ChartMuseum is an open-source Helm Chart Repository written in Go (Golang), with support for cloud storage backends, including Google Cloud Storage, Amazon S3, Microsoft Azure Blob Storage, Alibaba Cloud OSS Storage, Openstack Object Storage, and Oracle Cloud Infrastructure Object Storage.

Works as a valid Helm Chart Repository, and also provides an API for uploading new chart packages to storage etc.

Powered by some great Go technology:

Things that have been said in Helm land

"Finally!!"

"ChartMuseum is awesome"

"This is awesome!"

"Oh yes!!!! I’ve been waiting for this for so long. Makes life much easier, especially for the index.yaml creation!"

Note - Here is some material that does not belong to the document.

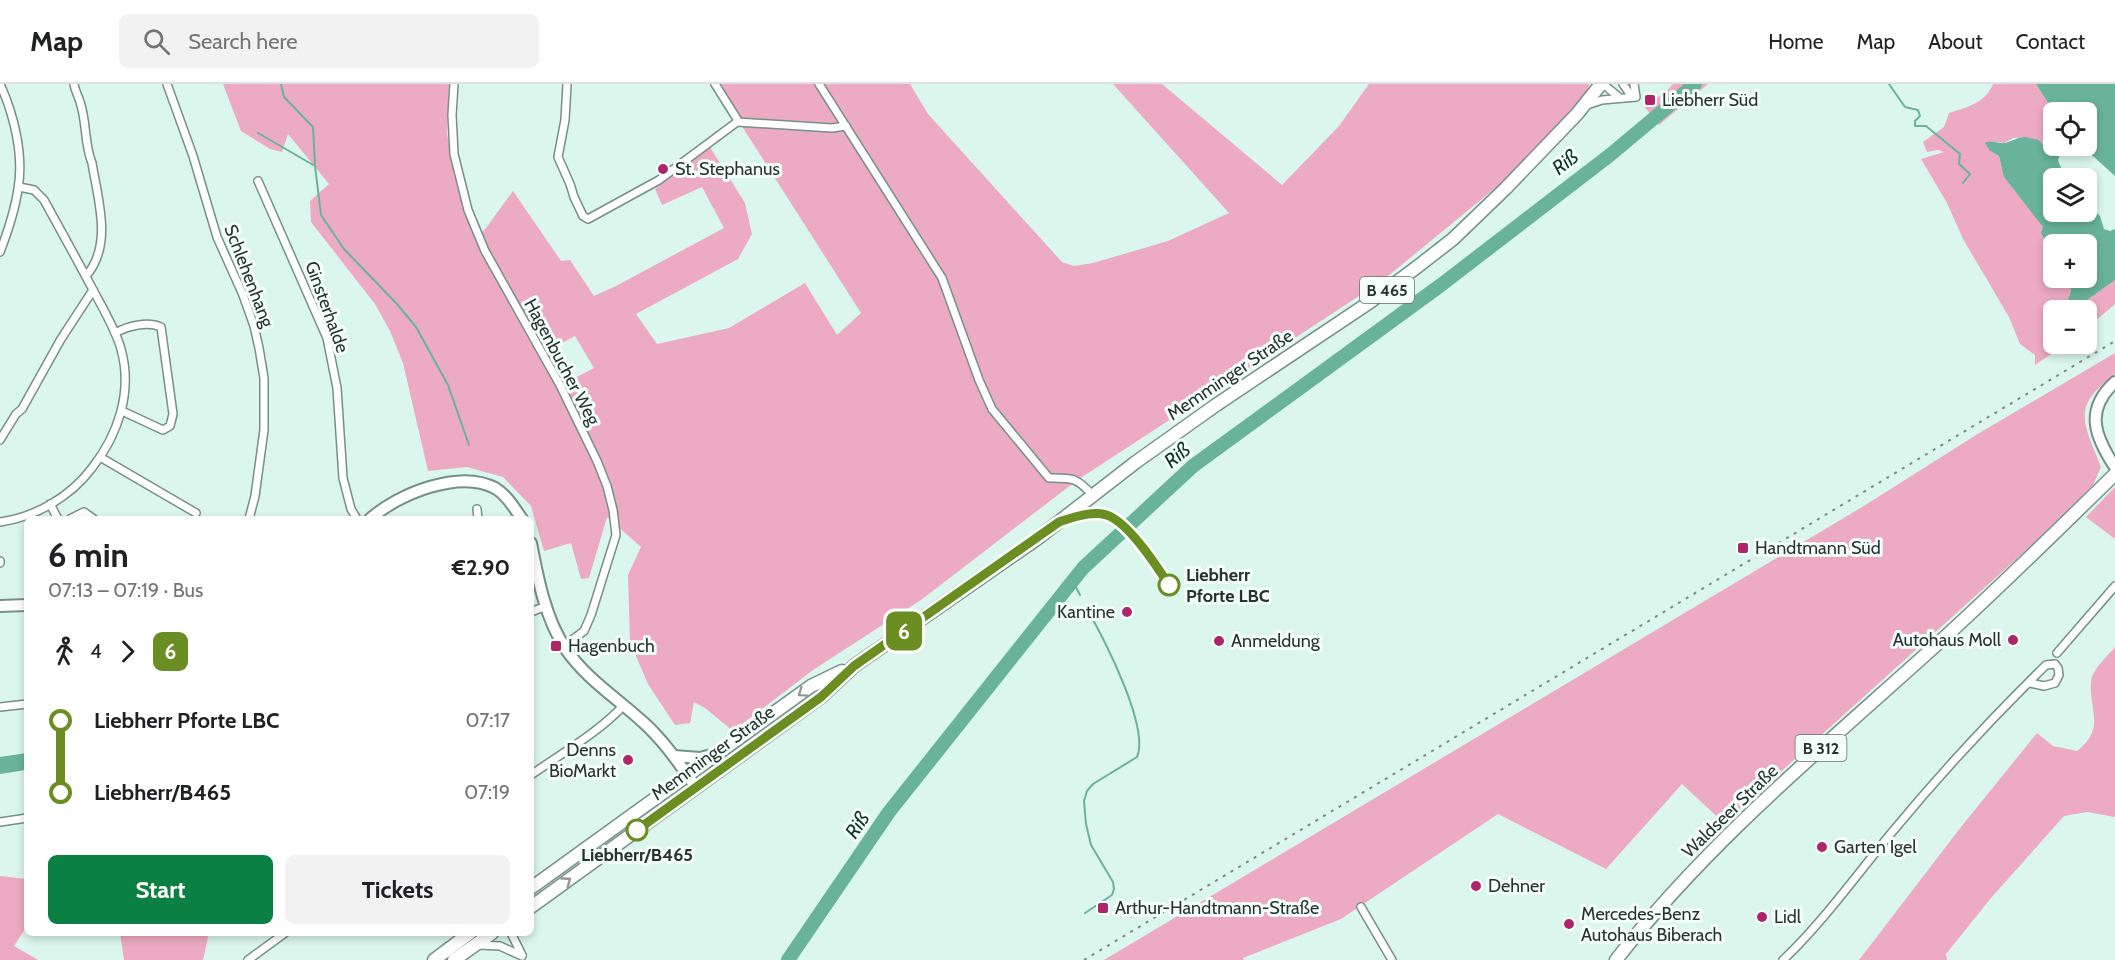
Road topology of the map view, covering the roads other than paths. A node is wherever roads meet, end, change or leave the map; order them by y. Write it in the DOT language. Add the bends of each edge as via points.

"I was thinking about writing one of these up myself. This is perfect! thanks!"

"I am jumping for joy over ChartMuseum, a full-fledged Helm repository server with upload!"

"This is really cool ... We currently have a process that generates the index file and then uploads, so this is nice"

"Really a good idea ... really really great, thanks again. I can use nginx to hold the repos and the museum to add/delete the chart. That's a whole life cycle management of chart with the current helm"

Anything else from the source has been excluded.